Les travaux parlementaires ayant précédé l'adoption de ces dispositions législatives ont précisé que « sont ici visées les conversations transitant par des moyens de communication à courte portée utilisant des techniques de cryptage entre utilisateurs identifiés, les communications par private mobile radio (PMR), aujourd'hui principalement les talkies walkies numériques, et les transmissions entre objets connectés, qui peuvent n'appartenir qu'à une seule personne » (3).
La CNCTR constate que ces nouvelles interceptions de sécurité visent des correspondances échangées au sein de réseaux et au moyen de matériels spécifiques. De telles interceptions, réalisées de manière décentralisée, nécessitent l'acquisition par les services de renseignement de dispositifs lourds et onéreux dont l'usage suppose des compétences techniques particulières, notamment pour positionner ces dispositifs de manière adéquate ou pour déterminer la fréquence à intercepter. La commission relève également que le traitement des données recueillies se heurte à des contraintes techniques.
La CNCTR estime, en conséquence, que la mise en œuvre de la technique prévue à l'article L. 852-2 du code de la sécurité intérieure devrait être réservée aux services du « second cercle » attestant un besoin réel et disposant de capacités opérationnelles adaptées.
La commission n'émet en revanche pas d'objection, eu égard aux usages susceptibles d'être faits des réseaux de communication hertziens privatifs, à ce que les services du « second cercle » pertinents puissent intercepter les correspondances échangées sur ces réseaux pour défendre ou promouvoir, en fonction de leurs missions respectives, les intérêts fondamentaux de la Nation mentionnés aux 1°, 4°, 5° et 6° de l'article L. 811-3 du code de la sécurité intérieure, à savoir :

- l'indépendance nationale, l'intégrité du territoire et la défense nationale ;
- la prévention du terrorisme ;
- la prévention des atteintes à la forme républicaine des institutions, la prévention des actions tendant au maintien ou à la reconstitution de groupements dissous, la prévention des violences collectives de nature à porter gravement atteinte à la paix publique ;
- la prévention de la criminalité et de la délinquance organisées.

  1. Sur la désignation des services

La CNCTR livre ses commentaires par service, dans le même ordre que celui suivi dans le projet de décret qui lui est soumis.

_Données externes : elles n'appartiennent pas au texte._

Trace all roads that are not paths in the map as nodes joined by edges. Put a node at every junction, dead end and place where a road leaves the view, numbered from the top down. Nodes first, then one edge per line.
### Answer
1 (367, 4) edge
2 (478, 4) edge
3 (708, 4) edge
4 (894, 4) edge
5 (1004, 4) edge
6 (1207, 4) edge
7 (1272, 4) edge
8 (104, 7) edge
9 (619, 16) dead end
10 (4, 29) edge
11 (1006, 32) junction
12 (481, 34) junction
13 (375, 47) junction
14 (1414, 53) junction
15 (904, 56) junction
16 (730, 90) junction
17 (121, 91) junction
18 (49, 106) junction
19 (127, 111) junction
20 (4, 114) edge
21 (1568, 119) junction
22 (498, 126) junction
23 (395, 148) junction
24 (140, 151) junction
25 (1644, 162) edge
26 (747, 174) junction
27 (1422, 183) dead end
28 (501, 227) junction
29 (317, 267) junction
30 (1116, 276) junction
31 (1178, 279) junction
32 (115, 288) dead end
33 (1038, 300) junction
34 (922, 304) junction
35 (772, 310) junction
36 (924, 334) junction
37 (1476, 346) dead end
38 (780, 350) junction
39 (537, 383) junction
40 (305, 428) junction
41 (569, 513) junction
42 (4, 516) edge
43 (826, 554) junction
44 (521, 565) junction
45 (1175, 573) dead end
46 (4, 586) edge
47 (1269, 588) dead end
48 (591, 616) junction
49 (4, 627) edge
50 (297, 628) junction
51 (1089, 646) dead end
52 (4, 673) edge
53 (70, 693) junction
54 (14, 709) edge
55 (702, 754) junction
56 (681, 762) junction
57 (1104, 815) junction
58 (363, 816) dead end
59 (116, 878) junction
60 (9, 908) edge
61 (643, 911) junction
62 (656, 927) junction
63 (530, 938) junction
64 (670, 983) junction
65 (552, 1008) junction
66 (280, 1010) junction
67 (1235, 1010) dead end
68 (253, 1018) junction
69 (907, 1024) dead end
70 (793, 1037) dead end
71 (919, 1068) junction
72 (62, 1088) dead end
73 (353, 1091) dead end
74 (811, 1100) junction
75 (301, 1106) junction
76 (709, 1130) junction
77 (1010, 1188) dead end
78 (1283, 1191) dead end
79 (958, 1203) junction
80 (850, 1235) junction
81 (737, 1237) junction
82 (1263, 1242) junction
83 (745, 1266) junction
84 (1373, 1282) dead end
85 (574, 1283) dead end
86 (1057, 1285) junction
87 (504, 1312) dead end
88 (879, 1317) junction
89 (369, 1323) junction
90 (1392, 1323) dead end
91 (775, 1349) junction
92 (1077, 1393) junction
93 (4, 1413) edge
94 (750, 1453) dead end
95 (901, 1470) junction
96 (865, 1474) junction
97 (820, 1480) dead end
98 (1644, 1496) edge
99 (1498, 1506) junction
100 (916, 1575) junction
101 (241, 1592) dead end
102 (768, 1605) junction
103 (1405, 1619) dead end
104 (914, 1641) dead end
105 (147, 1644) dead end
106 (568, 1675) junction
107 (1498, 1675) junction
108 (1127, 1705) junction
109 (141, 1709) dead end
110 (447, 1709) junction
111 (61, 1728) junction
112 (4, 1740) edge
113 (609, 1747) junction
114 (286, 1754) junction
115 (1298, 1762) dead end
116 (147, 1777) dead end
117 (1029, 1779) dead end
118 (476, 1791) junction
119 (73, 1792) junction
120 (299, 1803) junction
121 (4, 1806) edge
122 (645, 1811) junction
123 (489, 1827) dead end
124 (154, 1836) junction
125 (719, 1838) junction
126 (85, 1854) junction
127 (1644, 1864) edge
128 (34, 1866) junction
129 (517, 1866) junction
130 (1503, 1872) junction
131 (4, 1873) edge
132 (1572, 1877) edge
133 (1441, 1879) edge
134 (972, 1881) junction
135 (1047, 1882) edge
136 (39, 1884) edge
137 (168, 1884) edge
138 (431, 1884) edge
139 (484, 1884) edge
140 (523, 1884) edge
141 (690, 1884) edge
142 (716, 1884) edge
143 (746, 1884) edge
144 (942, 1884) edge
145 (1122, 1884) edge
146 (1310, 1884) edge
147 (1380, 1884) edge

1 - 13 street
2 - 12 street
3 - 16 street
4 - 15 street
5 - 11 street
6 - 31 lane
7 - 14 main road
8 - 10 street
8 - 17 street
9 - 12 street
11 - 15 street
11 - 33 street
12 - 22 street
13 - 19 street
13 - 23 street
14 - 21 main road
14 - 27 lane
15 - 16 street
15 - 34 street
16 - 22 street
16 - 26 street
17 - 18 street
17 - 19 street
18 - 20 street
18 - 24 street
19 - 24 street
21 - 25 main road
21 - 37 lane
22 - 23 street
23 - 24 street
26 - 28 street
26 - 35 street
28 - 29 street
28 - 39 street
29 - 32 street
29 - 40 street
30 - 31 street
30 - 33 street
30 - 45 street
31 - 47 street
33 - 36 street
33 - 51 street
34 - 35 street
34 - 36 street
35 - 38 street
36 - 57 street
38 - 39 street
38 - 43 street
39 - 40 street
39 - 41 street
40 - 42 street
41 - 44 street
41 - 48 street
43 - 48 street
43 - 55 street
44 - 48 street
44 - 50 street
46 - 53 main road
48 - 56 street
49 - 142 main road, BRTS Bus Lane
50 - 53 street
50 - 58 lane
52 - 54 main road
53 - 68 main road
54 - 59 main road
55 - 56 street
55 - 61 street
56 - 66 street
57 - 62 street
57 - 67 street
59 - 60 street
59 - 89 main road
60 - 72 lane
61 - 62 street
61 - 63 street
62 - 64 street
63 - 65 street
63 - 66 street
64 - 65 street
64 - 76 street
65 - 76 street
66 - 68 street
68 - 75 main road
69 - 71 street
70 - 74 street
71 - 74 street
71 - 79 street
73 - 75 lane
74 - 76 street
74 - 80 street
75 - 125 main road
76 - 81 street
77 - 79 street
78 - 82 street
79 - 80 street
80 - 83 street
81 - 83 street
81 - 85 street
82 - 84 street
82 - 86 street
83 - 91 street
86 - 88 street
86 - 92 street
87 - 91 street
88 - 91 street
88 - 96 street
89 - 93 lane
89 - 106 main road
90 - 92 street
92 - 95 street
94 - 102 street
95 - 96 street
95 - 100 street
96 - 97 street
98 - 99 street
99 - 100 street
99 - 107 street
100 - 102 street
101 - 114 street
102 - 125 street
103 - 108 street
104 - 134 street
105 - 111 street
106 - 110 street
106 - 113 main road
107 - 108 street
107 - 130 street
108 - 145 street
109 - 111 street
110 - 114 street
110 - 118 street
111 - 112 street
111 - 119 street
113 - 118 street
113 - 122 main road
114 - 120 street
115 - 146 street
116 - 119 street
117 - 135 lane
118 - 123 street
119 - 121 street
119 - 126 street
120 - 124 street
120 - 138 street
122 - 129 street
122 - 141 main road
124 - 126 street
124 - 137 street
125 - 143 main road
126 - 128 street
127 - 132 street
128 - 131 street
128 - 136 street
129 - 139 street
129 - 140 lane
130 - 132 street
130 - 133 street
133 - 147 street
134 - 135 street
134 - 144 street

2.1. Services de la direction générale de la police nationale

a) Direction centrale de la police judiciaire (DCPJ) :
Le projet de décret soumis à l'avis de la CNCTR prévoit que le service central des courses et jeux, la sous-direction de la lutte contre la criminalité organisée et la délinquance financière, la sous-direction antiterroriste et la sous-direction de la lutte contre la cybercriminalité ainsi que les services territoriaux (les directions interrégionales et régionales de police judiciaire, les services régionaux de police judiciaire et les antennes de police judiciaire) pourraient être autorisés à recourir à la technique mentionnée à l'article L. 852-2 du code de la sécurité intérieure, au titre des finalités prévues au 4° et/ou au 6° de l'article L. 811-3 du même code.
La commission émet un avis favorable à ce que les trois sous-directions évoquées ci-dessus puissent être autorisées à mettre en œuvre la technique mentionnée à l'article L. 852-2 du code de la sécurité intérieure, au besoin avec le concours du service interministériel d'assistance technique (SIAT).
La CNCTR estime en revanche que les missions du service central des courses et jeux ne justifient pas que ce service puisse recourir aux interceptions de sécurité hertziennes.
La commission émet également un avis défavorable à ce que les services territoriaux de police judiciaire puissent être autorisés à recourir à la technique mentionnée à l'article L. 852-2 du code de la sécurité intérieure eu égard, d'une part, aux contraintes techniques, opérationnelles et financières qui caractérisent ces interceptions et, d'autre part, au faible nombre de demandes qu'ont à ce jour présentées les services territoriaux de police judiciaire pour mettre en œuvre des techniques de renseignement complexes.
b) Direction centrale de la police aux frontières (DCPAF) :
Le projet de décret soumis à l'avis de la CNCTR prévoit que l'office central pour la répression de l'immigration irrégulière et de l'emploi d'étrangers sans titre (OCRIEST) pourrait être autorisé à recourir à la technique mentionnée à l'article L. 852-2 du code de la sécurité intérieure, au titre de la finalité prévue au 6° de l'article L. 811-3 du même code.
La CNCTR émet un avis défavorable eu égard, d'une part, aux contraintes techniques, opérationnelles et financières qui caractérisent les interceptions de sécurité hertziennes et, d'autre part, au faible nombre de demandes qu'a présentées à ce jour l'OCRIEST pour mettre en œuvre des techniques de renseignement complexes.
c) Direction centrale de la sécurité publique :
Le projet de décret soumis à l'avis de la CNCTR prévoit que les services du renseignement territorial pourraient être autorisés à recourir à la technique mentionnée à l'article L. 852-2 du code de la sécurité intérieure, au titre des finalités prévues aux 1°, 4°, 5° et 6° de l'article L. 811-3 du même code.
La CNCTR rappelle que le service central du renseignement territorial (SCRT) exerce une mission exclusive de renseignement destinée à compléter celle de la direction générale de la sécurité intérieure.
La commission admet, dans ces conditions, que l'unité nationale de recherche et d'appui du SCRT puisse être autorisée à recourir aux interceptions de sécurité hertziennes.
En revanche, la CNCTR émet un avis défavorable à ce que les échelons territoriaux du SCRT puissent être autorisés à y recourir eu égard, d'une part, aux contraintes techniques, opérationnelles et financières qui caractérisent ces interceptions et, d'autre part, au faible nombre de demandes qu'ont à ce jour présentées les échelons territoriaux du SCRT pour mettre en œuvre des techniques de renseignement complexes.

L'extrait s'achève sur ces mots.